Saved data entries:
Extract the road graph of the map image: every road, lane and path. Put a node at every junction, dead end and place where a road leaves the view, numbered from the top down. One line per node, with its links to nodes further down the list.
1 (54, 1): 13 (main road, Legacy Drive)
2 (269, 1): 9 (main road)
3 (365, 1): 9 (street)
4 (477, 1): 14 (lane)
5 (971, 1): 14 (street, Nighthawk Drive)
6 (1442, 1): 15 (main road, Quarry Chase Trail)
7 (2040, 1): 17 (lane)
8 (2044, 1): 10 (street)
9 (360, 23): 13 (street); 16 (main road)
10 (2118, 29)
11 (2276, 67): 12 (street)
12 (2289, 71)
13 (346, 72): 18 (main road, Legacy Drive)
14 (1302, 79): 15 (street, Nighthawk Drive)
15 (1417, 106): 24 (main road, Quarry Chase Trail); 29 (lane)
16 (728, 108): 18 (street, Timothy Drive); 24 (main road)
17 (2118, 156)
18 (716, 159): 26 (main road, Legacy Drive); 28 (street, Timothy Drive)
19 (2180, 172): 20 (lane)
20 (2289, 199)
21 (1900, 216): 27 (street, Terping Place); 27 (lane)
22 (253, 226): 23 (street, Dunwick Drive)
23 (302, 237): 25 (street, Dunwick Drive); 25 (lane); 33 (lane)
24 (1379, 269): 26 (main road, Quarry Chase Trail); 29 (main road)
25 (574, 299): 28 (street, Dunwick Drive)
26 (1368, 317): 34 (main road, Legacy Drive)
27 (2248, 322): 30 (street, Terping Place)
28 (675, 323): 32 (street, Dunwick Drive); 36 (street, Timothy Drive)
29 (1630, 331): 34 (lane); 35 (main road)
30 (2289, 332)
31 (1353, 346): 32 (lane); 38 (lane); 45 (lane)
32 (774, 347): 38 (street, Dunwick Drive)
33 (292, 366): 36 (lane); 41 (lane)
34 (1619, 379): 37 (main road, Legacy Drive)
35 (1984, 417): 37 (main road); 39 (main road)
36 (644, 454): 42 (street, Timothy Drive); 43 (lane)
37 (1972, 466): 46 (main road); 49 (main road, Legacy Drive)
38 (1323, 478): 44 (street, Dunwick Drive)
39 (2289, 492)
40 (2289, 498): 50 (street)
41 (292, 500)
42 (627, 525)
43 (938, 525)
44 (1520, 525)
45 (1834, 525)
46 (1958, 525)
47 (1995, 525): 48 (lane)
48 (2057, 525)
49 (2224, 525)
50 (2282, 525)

Goal of the exercise: Find every line in the data above that holds the string "Trail". Give the number of such lines and nothing else.

Solution: 3